No cabe duda que los niños y las niñas que han sufrido abusos y violaciones sexuales por parte de los curas, son las principales víctimas del Canon de la Iglesia Católica, que insiste en negar la necesidad de satisfacer los deseos sexuales de las personas, y que impone un absurdo voto de castidad a los hombres y las mujeres que probablemente están convencidos de llevar una vida religiosa. Para los niños y las niñas, es necesaria la justicia.
Sin embargo, los mismos victimarios son, a la vez, víctimas de la institución a la que pertenecen. De la misma manera que el sistema económico y social construye las condiciones para crear todo tipo de criminales, la Iglesia Católica, con su obstinada concepción de «castidad» como sinónimo de «santidad», ambienta sus templos e instituciones educativas como espacios ideales para cometer el delito de pedofilia.
¿Cuál es la opinión de los jerarcas católicos que condenan la educación sexual y suelen comparar los métodos anticonceptivos con balas y parecen congratularse con exhibir aparatos de limpieza vaginal? Porque con la reacia negativa a permitir que se hable de nuestros cuerpos y de nuestra sexualidad, la Iglesia también impone el silencio y se garantiza la impunidad. ¿Cuántos niños y niñas son abusados y violados sexualmente sin saberlo? Quizá llegarán a enterarse mucho tiempo después, cuando por fin alguien les hable sobre el inalienable derecho a no ser tocado por manos extrañas sin consentimiento.

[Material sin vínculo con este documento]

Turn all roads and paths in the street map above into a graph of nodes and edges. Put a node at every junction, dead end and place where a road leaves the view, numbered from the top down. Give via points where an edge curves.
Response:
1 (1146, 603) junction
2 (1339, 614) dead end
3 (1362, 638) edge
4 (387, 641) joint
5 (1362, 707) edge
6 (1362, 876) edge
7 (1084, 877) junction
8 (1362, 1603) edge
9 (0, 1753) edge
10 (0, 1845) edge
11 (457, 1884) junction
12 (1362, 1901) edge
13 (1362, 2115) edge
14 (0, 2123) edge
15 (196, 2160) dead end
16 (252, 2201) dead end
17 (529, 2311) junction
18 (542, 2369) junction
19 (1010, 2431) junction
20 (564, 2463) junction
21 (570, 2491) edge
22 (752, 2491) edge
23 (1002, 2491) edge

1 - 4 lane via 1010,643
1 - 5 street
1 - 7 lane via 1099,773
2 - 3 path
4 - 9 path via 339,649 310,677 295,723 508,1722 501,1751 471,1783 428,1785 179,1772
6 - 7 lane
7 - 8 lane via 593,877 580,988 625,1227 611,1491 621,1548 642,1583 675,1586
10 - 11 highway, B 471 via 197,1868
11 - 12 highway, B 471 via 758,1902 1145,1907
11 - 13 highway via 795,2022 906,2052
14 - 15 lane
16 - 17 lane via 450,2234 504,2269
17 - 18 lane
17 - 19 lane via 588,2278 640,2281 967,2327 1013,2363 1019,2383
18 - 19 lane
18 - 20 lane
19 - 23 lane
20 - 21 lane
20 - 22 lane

Pero además, la relación de poder que se establece entre los curas y lo feligreses más jóvenes, pone en desventaja a la víctima, porque su voz de denuncia debe enfrentarse a una tradición de fe inquebrantable, en donde el cíngulo, que significa «pureza», no se lleva sólo de adorno en las cinturas de los sacerdotes.
«Mi esperanza -aseguró el papa Benedicto XVI al firmar una carta para la iglesia en Irlanda, donde se han documentado miles de casos de abusos y violaciones sexuales contra menores-, es que ayudará a un proceso de arrepentimiento, sanación y renovación (de los sacerdotes pedófilos)». Obviamente, la misiva del máximo jerarca católico no ha ofrecido muchas luces para las víctimas de estos casos y la feligresía que espera cambios en la Iglesia Católica.
No se trata de buscar el arrepentimiento de los victimarios, sino alcanzar la justicia y de erradicar las condiciones que permiten este tipo de hechos lamentables. La Iglesia debe entrar a una reflexión profunda sobre su fe y la sexualidad, y sobre el indispensable voto de castidad para sus sacerdotes. La opción por la fe es un derecho humano, pero el respeto a la dignidad de los niños y las niñas, es competencia de toda la sociedad.